→ **Records for the exercise**:
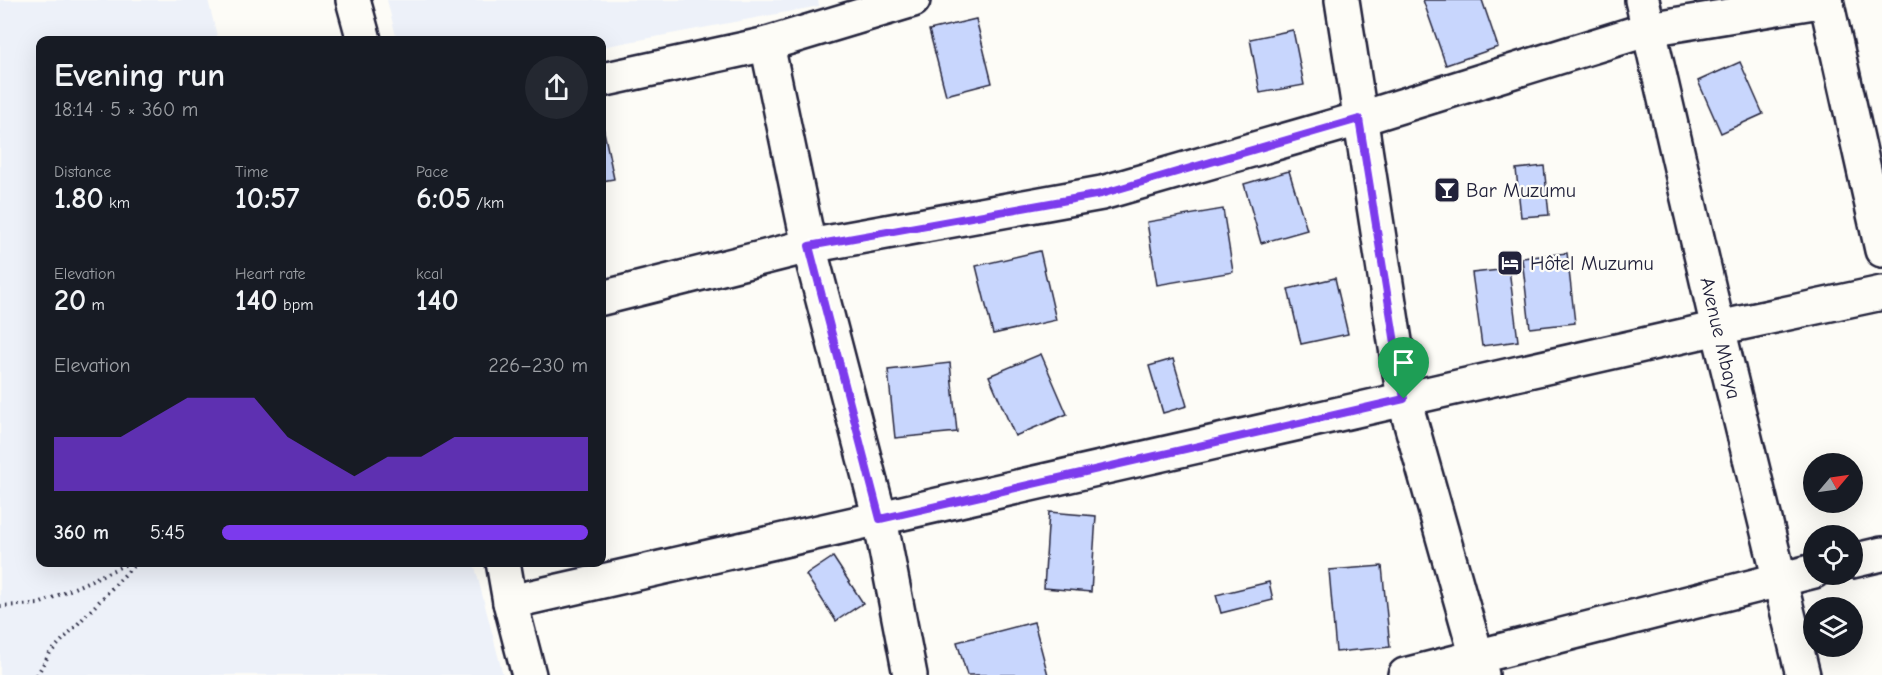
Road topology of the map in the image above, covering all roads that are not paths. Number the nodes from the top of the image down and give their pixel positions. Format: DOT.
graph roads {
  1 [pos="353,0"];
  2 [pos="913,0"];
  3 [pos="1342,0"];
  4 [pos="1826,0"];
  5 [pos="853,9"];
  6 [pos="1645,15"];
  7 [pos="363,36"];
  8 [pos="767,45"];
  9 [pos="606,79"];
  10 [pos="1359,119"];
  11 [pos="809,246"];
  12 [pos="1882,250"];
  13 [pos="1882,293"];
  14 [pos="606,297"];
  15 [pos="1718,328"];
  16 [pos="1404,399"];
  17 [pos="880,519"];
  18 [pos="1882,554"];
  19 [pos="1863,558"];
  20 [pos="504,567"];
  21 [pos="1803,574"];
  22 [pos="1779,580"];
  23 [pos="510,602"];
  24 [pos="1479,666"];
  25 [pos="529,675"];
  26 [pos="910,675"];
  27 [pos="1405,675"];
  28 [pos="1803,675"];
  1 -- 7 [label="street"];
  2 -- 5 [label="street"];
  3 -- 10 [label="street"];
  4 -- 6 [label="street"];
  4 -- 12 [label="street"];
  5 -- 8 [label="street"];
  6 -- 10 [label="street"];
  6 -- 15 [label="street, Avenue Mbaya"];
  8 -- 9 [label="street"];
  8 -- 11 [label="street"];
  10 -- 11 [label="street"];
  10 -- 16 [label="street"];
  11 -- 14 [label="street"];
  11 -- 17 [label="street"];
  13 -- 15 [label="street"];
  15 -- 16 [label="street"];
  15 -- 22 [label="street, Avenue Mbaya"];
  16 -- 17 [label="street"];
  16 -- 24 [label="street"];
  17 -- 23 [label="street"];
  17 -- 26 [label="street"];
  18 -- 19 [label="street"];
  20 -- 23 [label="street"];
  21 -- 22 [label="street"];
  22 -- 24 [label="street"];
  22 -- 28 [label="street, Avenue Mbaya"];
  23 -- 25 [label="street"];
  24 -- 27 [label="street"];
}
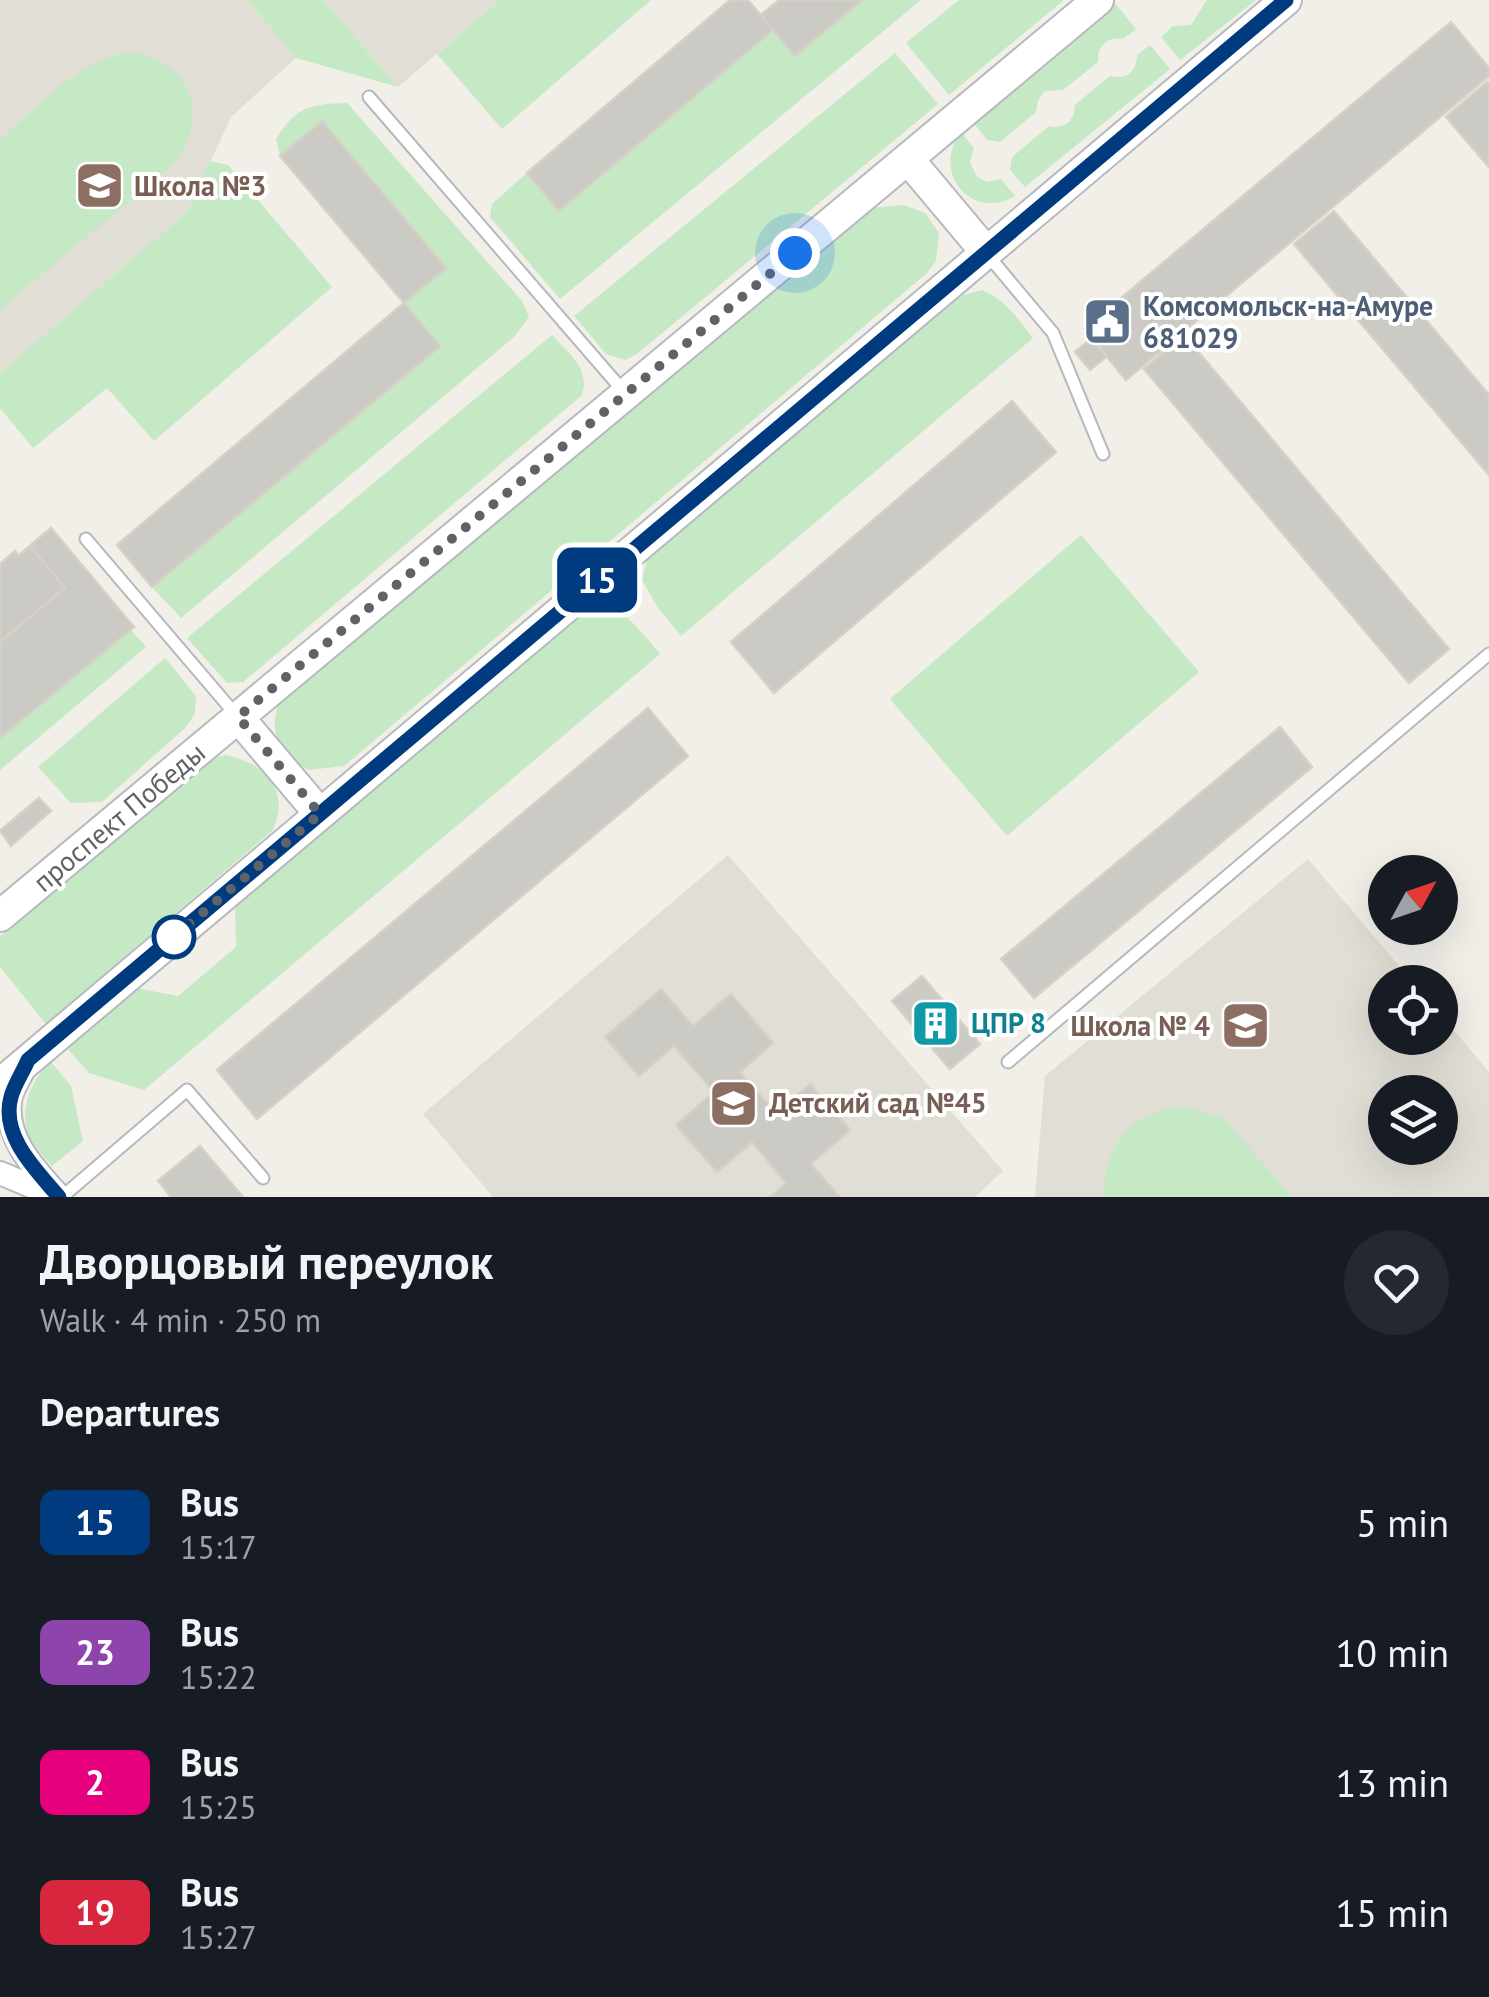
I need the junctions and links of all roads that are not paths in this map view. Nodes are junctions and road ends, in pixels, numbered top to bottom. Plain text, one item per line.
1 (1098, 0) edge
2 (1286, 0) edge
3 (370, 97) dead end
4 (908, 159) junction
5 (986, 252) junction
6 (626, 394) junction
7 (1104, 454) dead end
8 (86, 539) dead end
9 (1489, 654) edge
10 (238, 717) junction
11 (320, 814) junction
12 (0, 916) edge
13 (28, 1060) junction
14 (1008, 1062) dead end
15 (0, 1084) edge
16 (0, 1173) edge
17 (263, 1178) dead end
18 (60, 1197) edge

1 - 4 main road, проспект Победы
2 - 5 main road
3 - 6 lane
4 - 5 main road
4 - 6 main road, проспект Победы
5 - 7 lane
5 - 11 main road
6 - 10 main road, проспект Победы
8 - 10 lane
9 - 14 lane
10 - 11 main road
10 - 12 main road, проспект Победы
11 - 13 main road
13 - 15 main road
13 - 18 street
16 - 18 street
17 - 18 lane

→ **Brief**:
The expected result is every line from the material above that includes "Avenue".

→ **Response area**:
  6 -- 15 [label="street, Avenue Mbaya"];
  15 -- 22 [label="street, Avenue Mbaya"];
  22 -- 28 [label="street, Avenue Mbaya"];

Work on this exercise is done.